# ABOUT THIS TASK
Write every record out again exactly as shown below.

[Collected data]

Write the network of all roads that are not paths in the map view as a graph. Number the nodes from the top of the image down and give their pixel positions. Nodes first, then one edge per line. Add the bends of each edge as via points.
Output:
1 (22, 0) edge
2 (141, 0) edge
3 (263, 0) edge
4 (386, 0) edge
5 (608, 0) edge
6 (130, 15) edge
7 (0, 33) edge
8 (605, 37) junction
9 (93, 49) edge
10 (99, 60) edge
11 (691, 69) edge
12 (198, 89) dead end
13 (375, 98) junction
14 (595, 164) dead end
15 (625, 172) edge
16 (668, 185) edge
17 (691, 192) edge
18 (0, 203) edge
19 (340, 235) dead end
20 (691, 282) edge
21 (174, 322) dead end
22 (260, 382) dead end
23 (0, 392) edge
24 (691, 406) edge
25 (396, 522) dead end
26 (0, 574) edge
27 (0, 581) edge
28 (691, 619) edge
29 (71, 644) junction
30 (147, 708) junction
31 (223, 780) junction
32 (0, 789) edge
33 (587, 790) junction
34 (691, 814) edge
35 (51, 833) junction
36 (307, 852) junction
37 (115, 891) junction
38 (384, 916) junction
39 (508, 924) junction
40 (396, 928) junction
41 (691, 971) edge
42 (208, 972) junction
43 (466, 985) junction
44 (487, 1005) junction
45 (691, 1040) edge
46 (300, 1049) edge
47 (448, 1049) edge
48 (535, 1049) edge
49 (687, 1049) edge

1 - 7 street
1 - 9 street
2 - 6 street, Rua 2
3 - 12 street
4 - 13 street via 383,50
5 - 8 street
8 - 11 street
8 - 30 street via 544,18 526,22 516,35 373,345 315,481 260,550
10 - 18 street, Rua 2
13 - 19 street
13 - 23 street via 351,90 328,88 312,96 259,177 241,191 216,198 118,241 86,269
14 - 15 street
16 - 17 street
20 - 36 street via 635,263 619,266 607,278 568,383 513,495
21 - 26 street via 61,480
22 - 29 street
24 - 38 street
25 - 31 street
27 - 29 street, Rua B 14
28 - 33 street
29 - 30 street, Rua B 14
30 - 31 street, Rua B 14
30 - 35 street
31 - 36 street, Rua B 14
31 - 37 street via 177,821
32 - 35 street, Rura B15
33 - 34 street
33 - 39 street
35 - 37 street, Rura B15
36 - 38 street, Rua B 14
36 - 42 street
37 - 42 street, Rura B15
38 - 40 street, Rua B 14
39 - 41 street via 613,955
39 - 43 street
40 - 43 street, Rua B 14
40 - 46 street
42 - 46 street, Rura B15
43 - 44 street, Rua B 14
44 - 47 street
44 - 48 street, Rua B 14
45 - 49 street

# REPLY TO THE EXERCISE
Write the network of all roads that are not paths in the map view as a graph. Number the nodes from the top of the image down and give their pixel positions. Nodes first, then one edge per line. Add the bends of each edge as via points.
Output:
1 (22, 0) edge
2 (141, 0) edge
3 (263, 0) edge
4 (386, 0) edge
5 (608, 0) edge
6 (130, 15) edge
7 (0, 33) edge
8 (605, 37) junction
9 (93, 49) edge
10 (99, 60) edge
11 (691, 69) edge
12 (198, 89) dead end
13 (375, 98) junction
14 (595, 164) dead end
15 (625, 172) edge
16 (668, 185) edge
17 (691, 192) edge
18 (0, 203) edge
19 (340, 235) dead end
20 (691, 282) edge
21 (174, 322) dead end
22 (260, 382) dead end
23 (0, 392) edge
24 (691, 406) edge
25 (396, 522) dead end
26 (0, 574) edge
27 (0, 581) edge
28 (691, 619) edge
29 (71, 644) junction
30 (147, 708) junction
31 (223, 780) junction
32 (0, 789) edge
33 (587, 790) junction
34 (691, 814) edge
35 (51, 833) junction
36 (307, 852) junction
37 (115, 891) junction
38 (384, 916) junction
39 (508, 924) junction
40 (396, 928) junction
41 (691, 971) edge
42 (208, 972) junction
43 (466, 985) junction
44 (487, 1005) junction
45 (691, 1040) edge
46 (300, 1049) edge
47 (448, 1049) edge
48 (535, 1049) edge
49 (687, 1049) edge

1 - 7 street
1 - 9 street
2 - 6 street, Rua 2
3 - 12 street
4 - 13 street via 383,50
5 - 8 street
8 - 11 street
8 - 30 street via 544,18 526,22 516,35 373,345 315,481 260,550
10 - 18 street, Rua 2
13 - 19 street
13 - 23 street via 351,90 328,88 312,96 259,177 241,191 216,198 118,241 86,269
14 - 15 street
16 - 17 street
20 - 36 street via 635,263 619,266 607,278 568,383 513,495
21 - 26 street via 61,480
22 - 29 street
24 - 38 street
25 - 31 street
27 - 29 street, Rua B 14
28 - 33 street
29 - 30 street, Rua B 14
30 - 31 street, Rua B 14
30 - 35 street
31 - 36 street, Rua B 14
31 - 37 street via 177,821
32 - 35 street, Rura B15
33 - 34 street
33 - 39 street
35 - 37 street, Rura B15
36 - 38 street, Rua B 14
36 - 42 street
37 - 42 street, Rura B15
38 - 40 street, Rua B 14
39 - 41 street via 613,955
39 - 43 street
40 - 43 street, Rua B 14
40 - 46 street
42 - 46 street, Rura B15
43 - 44 street, Rua B 14
44 - 47 street
44 - 48 street, Rua B 14
45 - 49 street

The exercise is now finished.